Background
Internet and social media platforms offer insights into the lived experiences of survivors of cancer and their caregivers; however, the volume of narrative data available is often cumbersome for thorough analysis. Survivors of gynecological cancer have unique needs, such as those related to a genetic predisposition to future cancers, impact of cancer on sexual health, the advanced stage at which many are diagnosed, and the influx of new therapeutic approaches.
Objective
This study aimed to present a unique methodology to leverage large amounts of data from internet-based platforms for mixed methods analysis. We analyzed discussion board posts made by survivors of gynecological cancer on the American Cancer Society website with a particular interest in evaluating the psychosocial aspects of survivorship.
Methods
All posts from the ovarian, uterine, and gynecological cancers (other than ovarian and uterine) discussion boards on the American Cancer Society Cancer Survivors Network were included. Posts were web scraped using Python and organized by psychosocial themes described in the Quality of Cancer Survivorship Care Framework. Keywords related to each theme were generated and verified. Keywords identified posts related to the predetermined psychosocial themes. Quantitative analysis was completed using Python and R Foundation for Statistical Computing packages. Qualitative analysis was completed on a subset of posts as a proof of concept. Themes discovered through latent Dirichlet allocation (LDA), an unsupervised topic modeling technique, were assessed and compared with the predetermined themes of interest.
Results
A total of 125,498 posts made by 6436 survivors of gynecological cancer and caregivers between July 2000 and February 2020 were evaluated.
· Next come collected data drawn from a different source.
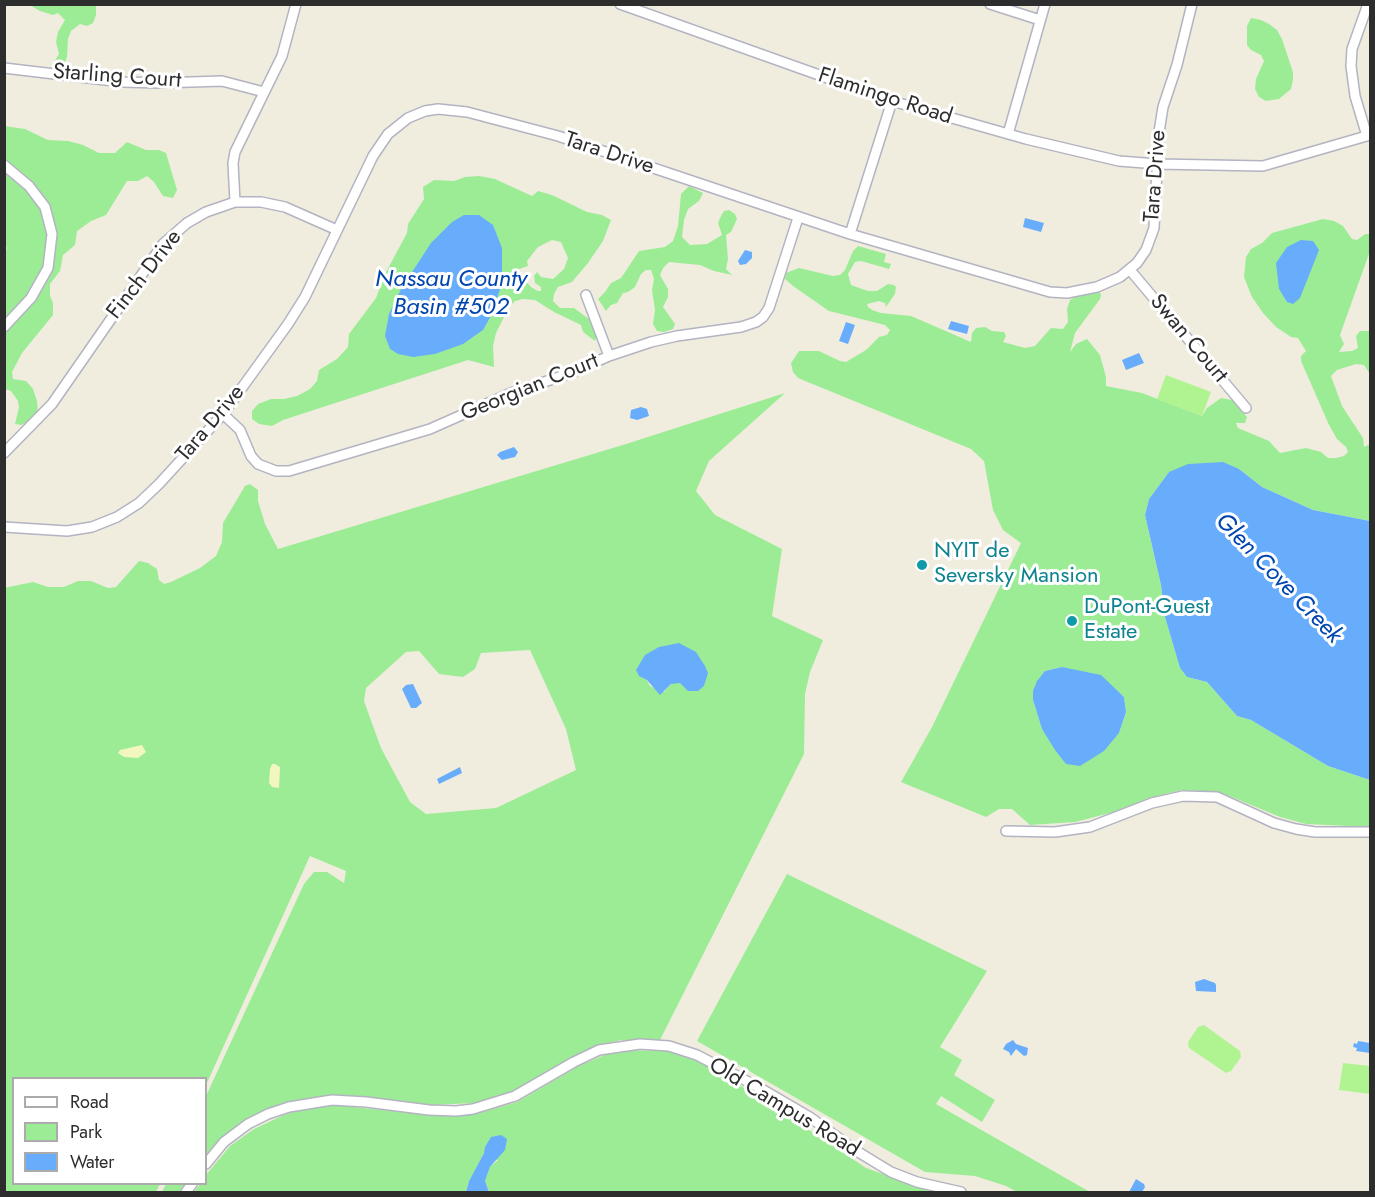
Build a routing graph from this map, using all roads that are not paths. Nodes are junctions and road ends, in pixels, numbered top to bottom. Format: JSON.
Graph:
{"nodes":[{"id":1,"x":296,"y":4,"type":"edge"},
{"id":2,"x":620,"y":4,"type":"edge"},
{"id":3,"x":990,"y":4,"type":"edge"},
{"id":4,"x":1045,"y":4,"type":"edge"},
{"id":5,"x":1192,"y":4,"type":"edge"},
{"id":6,"x":1367,"y":5,"type":"edge"},
{"id":7,"x":1041,"y":20,"type":"junction"},
{"id":8,"x":4,"y":68,"type":"edge"},
{"id":9,"x":264,"y":92,"type":"junction"},
{"id":10,"x":892,"y":101,"type":"junction"},
{"id":11,"x":1008,"y":134,"type":"junction"},
{"id":12,"x":1369,"y":136,"type":"edge"},
{"id":13,"x":1156,"y":164,"type":"junction"},
{"id":14,"x":4,"y":165,"type":"edge"},
{"id":15,"x":235,"y":202,"type":"junction"},
{"id":16,"x":798,"y":218,"type":"junction"},
{"id":17,"x":338,"y":230,"type":"junction"},
{"id":18,"x":850,"y":234,"type":"junction"},
{"id":19,"x":1130,"y":270,"type":"junction"},
{"id":20,"x":586,"y":295,"type":"dead end"},
{"id":21,"x":4,"y":327,"type":"edge"},
{"id":22,"x":609,"y":356,"type":"junction"},
{"id":23,"x":1246,"y":408,"type":"dead end"},
{"id":24,"x":223,"y":414,"type":"junction"},
{"id":25,"x":4,"y":453,"type":"edge"},
{"id":26,"x":4,"y":526,"type":"edge"},
{"id":27,"x":1006,"y":831,"type":"dead end"},
{"id":28,"x":1371,"y":832,"type":"edge"},
{"id":29,"x":207,"y":1163,"type":"edge"},
{"id":30,"x":961,"y":1192,"type":"edge"}],
"edges":[{"from":1,"to":9,"type":"street"},
{"from":2,"to":10,"type":"street","name":"Flamingo Road"},
{"from":3,"to":7,"type":"street"},
{"from":4,"to":7,"type":"street"},
{"from":5,"to":13,"type":"street","name":"Tara Drive"},
{"from":6,"to":12,"type":"street"},
{"from":7,"to":11,"type":"street"},
{"from":8,"to":9,"type":"street","name":"Starling Court"},
{"from":9,"to":15,"type":"street"},
{"from":10,"to":11,"type":"street","name":"Flamingo Road"},
{"from":10,"to":18,"type":"street"},
{"from":11,"to":13,"type":"street","name":"Flamingo Road"},
{"from":12,"to":13,"type":"street","name":"Flamingo Road"},
{"from":13,"to":19,"type":"street","name":"Tara Drive"},
{"from":14,"to":21,"type":"street"},
{"from":15,"to":17,"type":"street","name":"Finch Drive"},
{"from":15,"to":25,"type":"street","name":"Finch Drive"},
{"from":16,"to":17,"type":"street","name":"Tara Drive"},
{"from":16,"to":18,"type":"street","name":"Tara Drive"},
{"from":16,"to":22,"type":"street","name":"Georgian Court"},
{"from":17,"to":24,"type":"street","name":"Tara Drive"},
{"from":18,"to":19,"type":"street","name":"Tara Drive"},
{"from":19,"to":23,"type":"street","name":"Swan Court"},
{"from":20,"to":22,"type":"street"},
{"from":22,"to":24,"type":"street","name":"Georgian Court"},
{"from":24,"to":26,"type":"street","name":"Tara Drive"},
{"from":27,"to":28,"type":"street"},
{"from":29,"to":30,"type":"street","name":"Old Campus Road"}]}
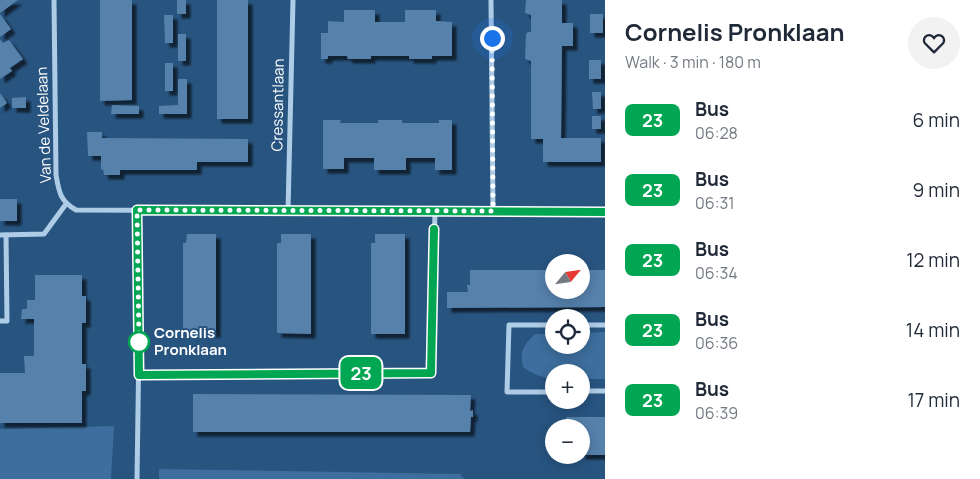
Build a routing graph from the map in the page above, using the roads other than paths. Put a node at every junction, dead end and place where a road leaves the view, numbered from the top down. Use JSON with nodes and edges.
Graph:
{"nodes":[{"id":1,"x":54,"y":0,"type":"edge"},
{"id":2,"x":293,"y":0,"type":"edge"},
{"id":3,"x":492,"y":0,"type":"edge"},
{"id":4,"x":66,"y":204,"type":"junction"},
{"id":5,"x":137,"y":210,"type":"junction"},
{"id":6,"x":288,"y":211,"type":"junction"},
{"id":7,"x":435,"y":211,"type":"junction"},
{"id":8,"x":493,"y":211,"type":"junction"},
{"id":9,"x":605,"y":212,"type":"edge"},
{"id":10,"x":3,"y":235,"type":"edge"},
{"id":11,"x":0,"y":321,"type":"edge"},
{"id":12,"x":545,"y":325,"type":"edge"},
{"id":13,"x":590,"y":325,"type":"edge"},
{"id":14,"x":605,"y":325,"type":"edge"},
{"id":15,"x":139,"y":375,"type":"junction"},
{"id":16,"x":590,"y":391,"type":"edge"},
{"id":17,"x":605,"y":391,"type":"edge"},
{"id":18,"x":545,"y":392,"type":"edge"},
{"id":19,"x":137,"y":479,"type":"edge"}],
"edges":[{"from":1,"to":4,"type":"street","name":"Van de Veldelaan"},
{"from":2,"to":6,"type":"street","name":"Cressantlaan"},
{"from":3,"to":8,"type":"street"},
{"from":4,"to":5,"type":"street"},
{"from":4,"to":10,"type":"street"},
{"from":5,"to":6,"type":"street"},
{"from":5,"to":15,"type":"street"},
{"from":6,"to":7,"type":"street"},
{"from":7,"to":8,"type":"street"},
{"from":7,"to":15,"type":"street"},
{"from":8,"to":9,"type":"street"},
{"from":10,"to":11,"type":"street"},
{"from":12,"to":18,"type":"street"},
{"from":13,"to":14,"type":"street"},
{"from":15,"to":19,"type":"street"},
{"from":16,"to":17,"type":"street"}]}
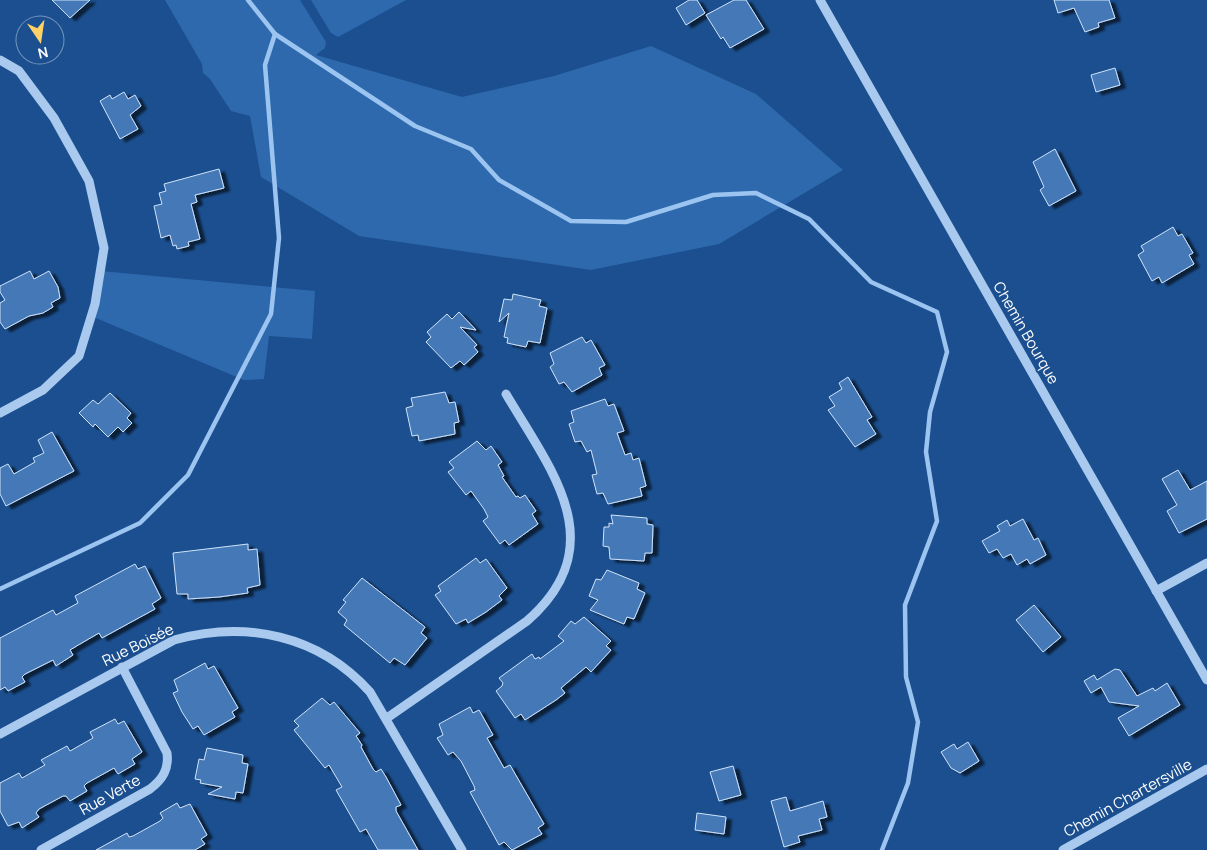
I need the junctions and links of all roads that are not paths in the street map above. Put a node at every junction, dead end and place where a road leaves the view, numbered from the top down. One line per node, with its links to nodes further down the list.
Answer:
1 (820, 0): 6 (street, Chemin Bourque)
2 (0, 60): 4 (street)
3 (506, 394): 9 (street)
4 (0, 413)
5 (1207, 563): 6 (street)
6 (1156, 591): 8 (street, Chemin Bourque)
7 (122, 667): 9 (street, Rue Boisée); 10 (street, Rue Boisée); 13 (street, Rue Verte)
8 (1207, 680)
9 (387, 718): 14 (street, Rue Boisée)
10 (0, 734)
11 (1207, 769): 12 (street, Chemin Chartersville)
12 (1077, 847): 15 (street, Chemin Chartersville)
13 (41, 850)
14 (462, 850)
15 (1063, 850)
Of the 125,489 posts, 23,458 (18.69%) were related to the psychosocial experience of cancer and were included in the mixed methods psychosocial analysis. Quantitative analysis (23,458 posts) revealed that survivors across all gynecological cancer discussion boards most frequently discussed the role of friends and family in care, as well as fatigue, the effect of cancer on interpersonal relationships, and health insurance status. Words related to psychosocial aspects of survivorship most often used in posts included “family,” “hope,” and “help.” Qualitative analysis (20 of the 23,458 posts) similarly demonstrated that survivors frequently discussed coping strategies, distress and worry, the role of family and caregivers in their cancer care, and the toll of managing financial and insurance concerns. Using LDA, we discovered 8 themes, none of which were directly related to psychosocial aspects of survivorship. Of the 56 keywords identified by LDA, 2 (4%), “sleep” and “work,” were included in the keyword list that we independently devised.
Conclusions
Web-based discussion platforms offer a great opportunity to learn about patient experiences of survivorship. Our novel methodology expedites the quantitative and qualitative analyses of such robust data, which may be used for additional patient populations.